§ **Problem to work on**
Every record below should be printed again exactly, with its pictures removed.

§ **Exercise data**
• • •

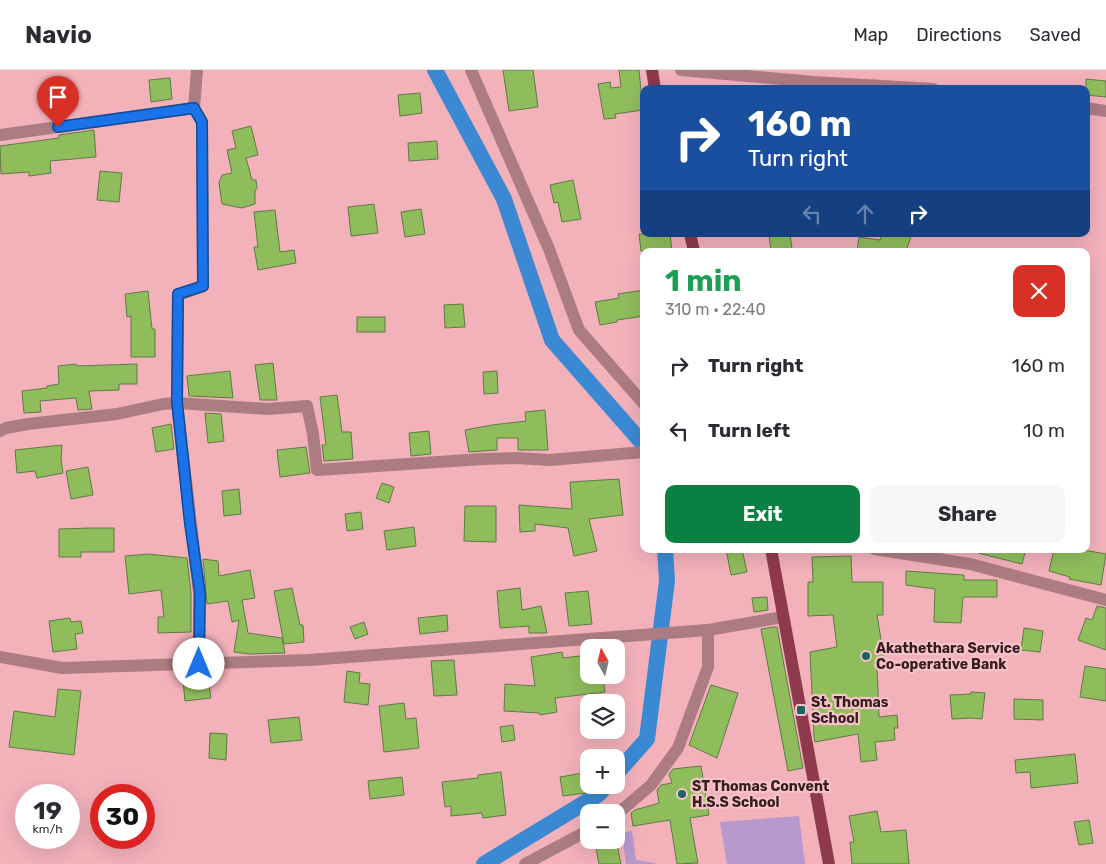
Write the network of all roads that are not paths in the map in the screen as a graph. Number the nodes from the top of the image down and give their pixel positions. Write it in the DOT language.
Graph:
graph roads {
  1 [pos="197,70"];
  2 [pos="471,70"];
  3 [pos="652,70"];
  4 [pos="681,70"];
  5 [pos="654,85"];
  6 [pos="865,85"];
  7 [pos="194,108"];
  8 [pos="1090,109"];
  9 [pos="1106,111"];
  10 [pos="0,135"];
  11 [pos="640,399"];
  12 [pos="177,402"];
  13 [pos="0,431"];
  14 [pos="639,453"];
  15 [pos="772,553"];
  16 [pos="900,553"];
  17 [pos="1106,600"];
  18 [pos="783,617"];
  19 [pos="708,630"];
  20 [pos="0,657"];
  21 [pos="199,664"];
  22 [pos="625,807"];
  23 [pos="580,835"];
  24 [pos="525,864"];
  25 [pos="829,864"];
  1 -- 7 [label="street"];
  2 -- 11 [label="street"];
  3 -- 5 [label="main road"];
  4 -- 6 [label="street"];
  7 -- 10 [label="street"];
  7 -- 12 [label="street"];
  8 -- 9 [label="street"];
  12 -- 13 [label="street"];
  12 -- 14 [label="street"];
  12 -- 21 [label="street"];
  15 -- 18 [label="main road"];
  16 -- 17 [label="street"];
  18 -- 19 [label="street"];
  18 -- 25 [label="main road"];
  19 -- 21 [label="street"];
  19 -- 22 [label="street"];
  20 -- 21 [label="street"];
  23 -- 24 [label="street"];
}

• • •

§ **Result**
Write the network of all roads that are not paths in the map in the screen as a graph. Number the nodes from the top of the image down and give their pixel positions. Write it in the DOT language.
Graph:
graph roads {
  1 [pos="197,70"];
  2 [pos="471,70"];
  3 [pos="652,70"];
  4 [pos="681,70"];
  5 [pos="654,85"];
  6 [pos="865,85"];
  7 [pos="194,108"];
  8 [pos="1090,109"];
  9 [pos="1106,111"];
  10 [pos="0,135"];
  11 [pos="640,399"];
  12 [pos="177,402"];
  13 [pos="0,431"];
  14 [pos="639,453"];
  15 [pos="772,553"];
  16 [pos="900,553"];
  17 [pos="1106,600"];
  18 [pos="783,617"];
  19 [pos="708,630"];
  20 [pos="0,657"];
  21 [pos="199,664"];
  22 [pos="625,807"];
  23 [pos="580,835"];
  24 [pos="525,864"];
  25 [pos="829,864"];
  1 -- 7 [label="street"];
  2 -- 11 [label="street"];
  3 -- 5 [label="main road"];
  4 -- 6 [label="street"];
  7 -- 10 [label="street"];
  7 -- 12 [label="street"];
  8 -- 9 [label="street"];
  12 -- 13 [label="street"];
  12 -- 14 [label="street"];
  12 -- 21 [label="street"];
  15 -- 18 [label="main road"];
  16 -- 17 [label="street"];
  18 -- 19 [label="street"];
  18 -- 25 [label="main road"];
  19 -- 21 [label="street"];
  19 -- 22 [label="street"];
  20 -- 21 [label="street"];
  23 -- 24 [label="street"];
}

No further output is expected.